Credit Suisse’s case is that they and other banks in their position were compelled in practice to pay bonuses while BPT was in force, because they always did that and they had to meet employees’ expectations, and they say that that is supported by evidence provided by HMRC. That evidence included some limited references to advice that had been provided by Slaughter and May to HM Treasury about bonus practices during the development of the tax. However, those designing the tax in HM Treasury and HMRC were clearly working on the basis of a pretty limited, and incomplete, understanding of the position, and certainly without reference to the specific positions of Credit Suisse or any Untaxed Banks.
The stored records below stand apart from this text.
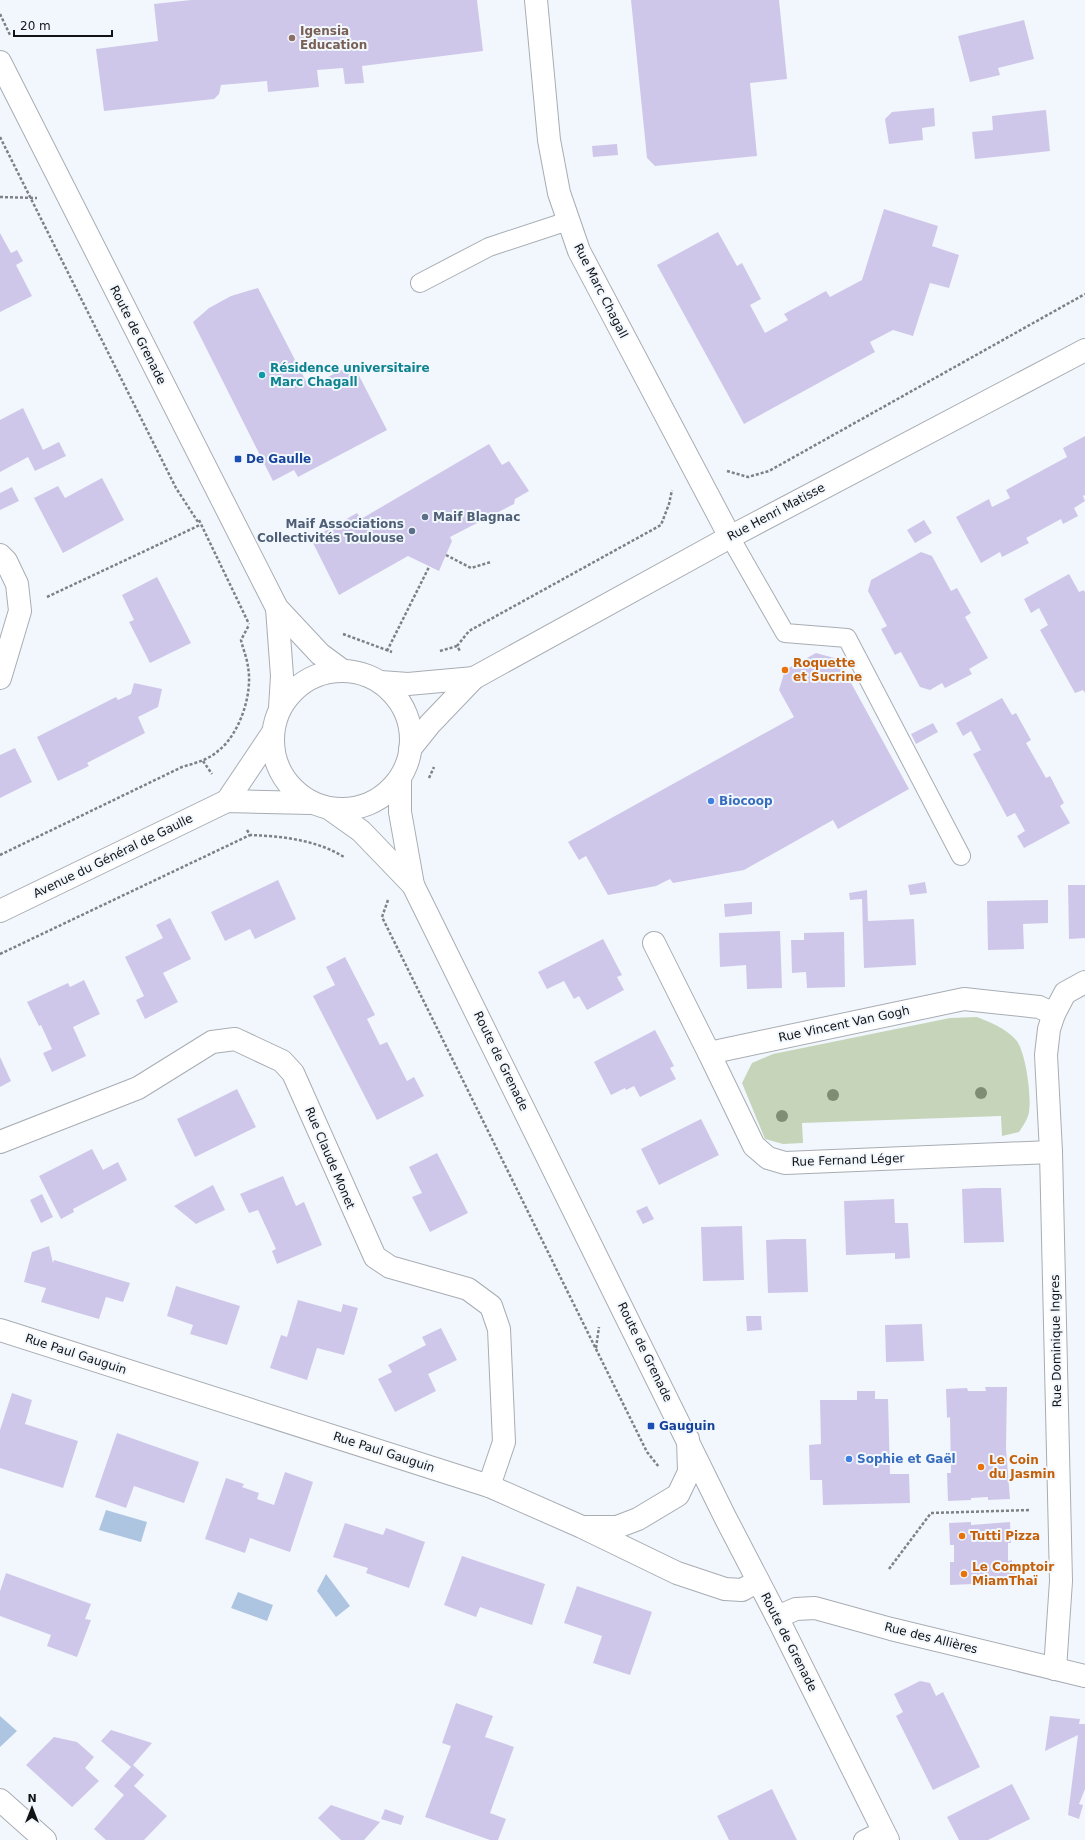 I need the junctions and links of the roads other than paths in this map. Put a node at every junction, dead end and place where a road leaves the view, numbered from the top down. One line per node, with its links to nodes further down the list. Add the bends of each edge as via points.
1 (536, 0): 3 (street, Rue Marc Chagall, via 549,140 558,193)
2 (0, 62): 8 (street, Route de Grenade)
3 (568, 221): 4 (lane, via 489,247); 6 (street, Rue Marc Chagall, via 579,251)
4 (420, 283)
5 (1083, 349): 6 (street, Rue Henri Matisse)
6 (730, 537): 11 (street, Rue Henri Matisse); 19 (lane, via 785,633 847,638)
7 (0, 555): 10 (street, via 6,561 17,584 20,611)
8 (277, 608): 9 (street, via 320,654); 13 (street, via 282,676)
9 (343, 671): 12 (street, via 356,672); 13 (street, via 324,674 307,681 291,693)
10 (0, 678)
11 (474, 678): 12 (street, Rue Henri Matisse, via 408,684); 15 (street, Rue Henri Matisse)
12 (380, 682): 15 (street, via 396,698 408,719)
13 (280, 708): 14 (street)
14 (272, 734): 17 (street); 18 (street, via 274,755 281,774 294,791)
15 (410, 749): 16 (street, via 407,764)
16 (400, 778): 18 (street, via 386,794 369,804 350,810); 20 (street, via 400,812)
17 (227, 801): 18 (street, Avenue du Général de Gaulle); 21 (street, Avenue du Général de Gaulle)
18 (321, 806): 20 (street, via 361,831)
19 (961, 856)
20 (413, 884): 29 (street, Route de Grenade)
21 (0, 911)
22 (654, 943): 25 (street)
23 (1085, 982): 24 (street, via 1065,993)
24 (1054, 1014): 25 (street, Rue Vincent Van Gogh, via 1038,1007 964,999); 27 (street, Rue Dominique Ingres, via 1049,1029 1046,1055)
25 (709, 1053): 27 (street, Rue Fernand Léger, via 754,1146 768,1158 785,1163)
26 (0, 1142): 30 (street, Rue Claude Monet, via 138,1088 212,1042 235,1039 282,1061 293,1073 375,1257 390,1267 468,1290 491,1306 499,1329 504,1442)
27 (1051, 1152): 34 (street, Rue Dominique Ingres, via 1061,1581)
28 (0, 1330): 30 (street, Rue Paul Gauguin)
29 (688, 1440): 31 (street, via 689,1472 678,1495 638,1519 617,1527); 32 (street, Route de Grenade)
30 (489, 1486): 31 (street, Rue Paul Gauguin)
31 (582, 1527): 32 (street, Rue Paul Gauguin, via 677,1573 726,1590 742,1590)
32 (758, 1581): 33 (street, Route de Grenade)
33 (777, 1617): 34 (street, Rue des Allières, via 796,1609 815,1608); 37 (street, Route de Grenade)
34 (1055, 1669): 35 (street, Rue des Allières)
35 (1085, 1676)
36 (0, 1800): 38 (street)
37 (885, 1835): 39 (lane)
38 (45, 1840)
39 (863, 1840) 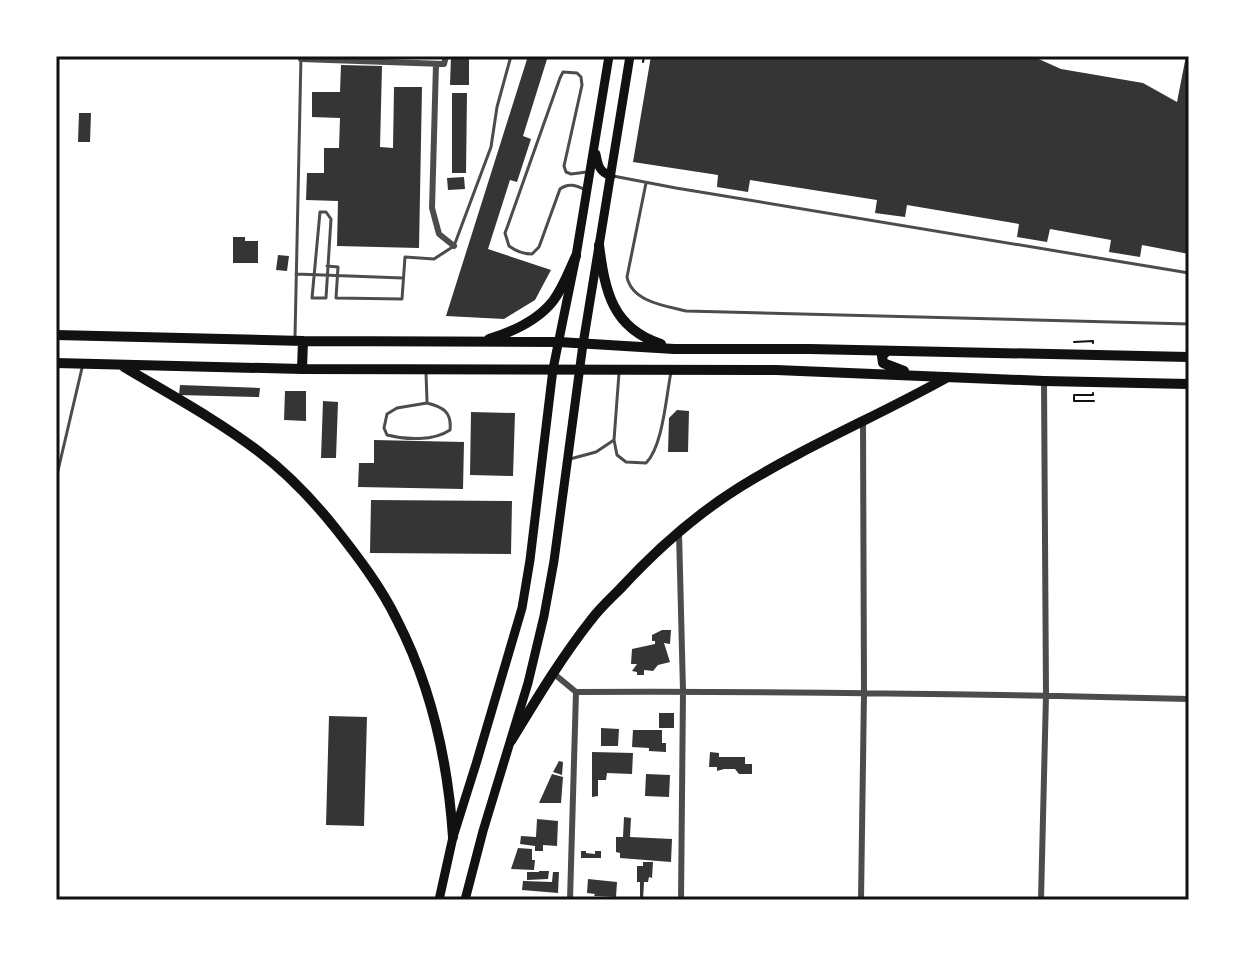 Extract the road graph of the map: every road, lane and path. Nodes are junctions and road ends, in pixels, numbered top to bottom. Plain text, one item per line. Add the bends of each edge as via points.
1 (446, 56) edge
2 (511, 56) edge
3 (609, 56) edge
4 (630, 56) edge
5 (644, 56) edge
6 (301, 57) edge
7 (643, 62) dead end
8 (436, 64) junction
9 (595, 146) junction
10 (590, 172) junction
11 (611, 176) junction
12 (646, 183) junction
13 (587, 190) junction
14 (599, 245) junction
15 (454, 246) junction
16 (576, 256) junction
17 (327, 266) junction
18 (1189, 273) edge
19 (296, 274) junction
20 (314, 275) junction
21 (327, 275) junction
22 (338, 276) junction
23 (403, 278) junction
24 (1189, 324) edge
25 (56, 335) edge
26 (299, 341) junction
27 (1093, 341) dead end
28 (480, 342) junction
29 (559, 342) junction
30 (583, 344) junction
31 (674, 349) junction
32 (810, 349) junction
33 (887, 351) junction
34 (1093, 355) dead end
35 (1189, 357) edge
36 (56, 363) edge
37 (83, 364) junction
38 (122, 366) junction
39 (302, 369) junction
40 (426, 369) junction
41 (553, 369) junction
42 (579, 370) junction
43 (619, 370) junction
44 (671, 370) junction
45 (776, 370) junction
46 (917, 375) junction
47 (949, 376) junction
48 (1044, 381) junction
49 (1093, 382) dead end
50 (1189, 384) edge
51 (1094, 401) dead end
52 (427, 403) junction
53 (863, 422) junction
54 (614, 440) junction
55 (567, 460) junction
56 (56, 479) edge
57 (679, 532) junction
58 (553, 673) junction
59 (683, 691) junction
60 (576, 692) junction
61 (864, 693) junction
62 (1046, 695) junction
63 (1189, 699) edge
64 (511, 741) junction
65 (453, 837) junction
66 (439, 900) edge
67 (465, 900) edge
68 (570, 900) edge
69 (681, 900) edge
70 (861, 900) edge
71 (1041, 900) edge

1 - 8 street via 444,64
2 - 15 lane via 491,147
3 - 9 main road
4 - 11 main road
5 - 7 path
6 - 8 street
6 - 19 lane
8 - 15 street via 432,208 439,234
9 - 10 main road
9 - 11 main road via 600,169
10 - 13 main road
10 - 13 lane via 571,174 564,166 582,85 577,73 563,72 505,233 509,246 532,254 560,189 572,185
11 - 12 lane
11 - 14 main road
12 - 18 lane
12 - 24 lane via 627,277 633,290 655,304 686,311
13 - 16 main road
14 - 30 main road
14 - 31 main road via 613,307 647,340
15 - 23 lane via 434,259 405,257
16 - 28 main road via 552,302 513,331
16 - 29 main road
17 - 20 lane via 331,219 320,212
17 - 21 lane
17 - 22 lane via 338,267
19 - 20 lane
19 - 26 lane
20 - 21 lane
20 - 21 lane via 312,298 326,298
21 - 22 lane
22 - 23 lane
22 - 23 lane via 336,298 402,299
25 - 26 main road
26 - 28 main road
26 - 39 main road
27 - 34 path
28 - 29 main road
29 - 30 main road
29 - 41 main road
30 - 31 main road
30 - 42 main road
31 - 32 main road
32 - 33 main road
32 - 45 main road via 817,358 813,365
33 - 35 main road
33 - 46 main road via 881,359 885,365
36 - 37 main road
37 - 38 main road
37 - 56 lane
38 - 39 main road
38 - 65 main road via 260,452 317,505 357,555 396,618 422,682 442,748
39 - 40 main road
40 - 41 main road
40 - 52 lane
41 - 42 main road
41 - 65 main road via 522,608
42 - 43 main road
42 - 55 main road
43 - 44 main road
43 - 54 lane
44 - 45 main road
44 - 54 lane via 653,455 646,463 626,462 617,455
45 - 46 main road
46 - 47 main road
47 - 48 main road
47 - 53 main road
48 - 50 main road
48 - 62 street
49 - 51 path via 1093,395 1074,395 1074,401
52 - 52 lane via 449,413 450,430 442,436 387,435 387,414
53 - 57 main road via 778,464
53 - 61 street
54 - 55 lane
55 - 64 main road via 544,616
57 - 58 main road via 592,618
57 - 59 street
58 - 60 street
58 - 64 main road
59 - 60 street
59 - 61 street
59 - 69 street
60 - 68 street
61 - 62 street
61 - 70 street
62 - 63 street
62 - 71 street
64 - 67 main road
65 - 66 main road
Credit Suisse no doubt had reasons for choosing not to adduce witness or direct documentary evidence on this topic. It is inconceivable that they would have been unable to do so as far as their own position was concerned. Essentially, they are asking the Court to draw inferences on matters relating to their own affairs that would ordinarily be proved as primary facts in the normal way, through witness and documentary evidence.
There is clearly some additional complication in relation to the position of other banks. A reluctance on the part of other banks to provide information about their own bonus practices and the impact of BPT is understandable in any circumstances, even ignoring the State aid context, although HMRC remarked that Credit Suisse had made no effort to require information to be provided using third party disclosure orders. Again, Credit Suisse would have had their own reasons for not pursuing that, but it does not assist the Court. In the case of the Untaxed Banks, Credit Suisse are asking the Court to draw inferences from the amounts of bonuses shown in those banks’ accounts and the levels of BPT paid by them without, for example, any clear confirmation that the bonuses were discretionary in nature or were of the requisite size to have been caught by BPT were it in force. The best evidence available comprises some limited references in correspondence between the four banks named at  above and HMRC, in which the banks indicate that they consider that they do not have any, or any material, BPT liability because of the timing of bonus payments. This is very limited evidence on which to conclude that there was at least one other bank that conducted a comparable business at the relevant time, paid material bonuses and escaped BPT as a result of its limited duration.
These points are not simply technical or procedural. It is worth bearing in mind that a finding by this Court that State aid exists has implications beyond the case in question. The Commission’s notice on the enforcement of State aid (OJ 2009/C 85/01) requires a national court confronted with unlawfully granted aid to draw all legal consequences, including “in principle” ordering full recovery from the beneficiary (paragraph 30). In practice, of course it would be up to HMRC to take steps to recover aid so far as they were able to do so, but the point is that there would be an obligation to take action. It is not open to Credit Suisse to say that they are looking for a finding that BPT was unlawful, rather than a conclusion that State aid was conferred on any other bank. They cannot have one without the other.